まずはサッポロクラシックをいただく。札幌でサッポロビールが美味いのは、気候との相性か、輸送距離のためか。酒は北海道の地酒に絞り、北の勝本醸造(根室)、大法螺本醸造(新篠津)、法螺吹本醸造(中富良野)をいただく。おまかせ料理は「きっぱりと」コース2000円、「ここちよくまんぞくに」コース3000円、「ちょっとぜいたくに」コース4000円があるが、「きっぱり」を選んだ。
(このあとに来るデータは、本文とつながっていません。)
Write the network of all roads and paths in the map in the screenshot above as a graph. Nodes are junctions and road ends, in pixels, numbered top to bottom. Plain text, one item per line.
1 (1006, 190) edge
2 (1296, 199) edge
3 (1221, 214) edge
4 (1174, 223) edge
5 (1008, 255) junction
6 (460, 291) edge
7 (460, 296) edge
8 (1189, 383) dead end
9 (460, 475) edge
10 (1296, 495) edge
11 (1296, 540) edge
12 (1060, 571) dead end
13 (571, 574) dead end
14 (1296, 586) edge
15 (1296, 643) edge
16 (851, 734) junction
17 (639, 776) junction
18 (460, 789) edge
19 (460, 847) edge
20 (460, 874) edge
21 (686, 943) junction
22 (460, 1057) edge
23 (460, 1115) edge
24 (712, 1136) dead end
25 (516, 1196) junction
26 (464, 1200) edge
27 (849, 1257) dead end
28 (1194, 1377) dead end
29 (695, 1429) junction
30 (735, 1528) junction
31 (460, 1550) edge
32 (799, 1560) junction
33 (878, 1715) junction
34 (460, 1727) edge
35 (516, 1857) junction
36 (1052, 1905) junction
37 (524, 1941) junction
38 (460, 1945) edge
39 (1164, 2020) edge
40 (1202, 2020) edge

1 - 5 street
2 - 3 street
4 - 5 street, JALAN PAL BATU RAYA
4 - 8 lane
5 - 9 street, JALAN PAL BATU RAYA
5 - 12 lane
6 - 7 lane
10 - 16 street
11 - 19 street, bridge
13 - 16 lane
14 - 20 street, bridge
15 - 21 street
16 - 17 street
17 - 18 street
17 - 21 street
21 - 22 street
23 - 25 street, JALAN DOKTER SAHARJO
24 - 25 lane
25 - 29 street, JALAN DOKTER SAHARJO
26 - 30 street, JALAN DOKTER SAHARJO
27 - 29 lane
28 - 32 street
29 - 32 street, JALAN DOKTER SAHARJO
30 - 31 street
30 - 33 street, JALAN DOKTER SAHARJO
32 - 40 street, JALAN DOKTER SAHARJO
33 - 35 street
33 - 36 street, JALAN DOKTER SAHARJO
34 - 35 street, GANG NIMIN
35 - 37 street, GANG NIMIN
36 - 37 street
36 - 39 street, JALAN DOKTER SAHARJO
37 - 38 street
メニューを見れば、自家製豆腐、お造り(本鮪赤身が絶品)、厚岸産牡蠣酒蒸、葱味噌と、酒呑みには心擽る逸品ばかりだ。
酒も北海道の地酒ばかりではなく、辛丹波、司牡丹、惣花など幅広くそろえ1合500~700円とリーズナブルだ。店主とのトークも楽しい。この25年の間、かつての一軒家酒場の多くは、コンクリートのビルに取り込まれ、昔の姿を残すのはこの新京極通りくらいと言う。
たまたまカウンターに置いてあった平成21年刊「小説新潮」に記された太田和彦氏のエッセイを読んでいると、店主は「太田先生は稀ですが、この店を訪ねて来られます」と言う。そこから様々話が広がった。何故か、気持ちの落ち着く良い酒場だった。(似内志朗)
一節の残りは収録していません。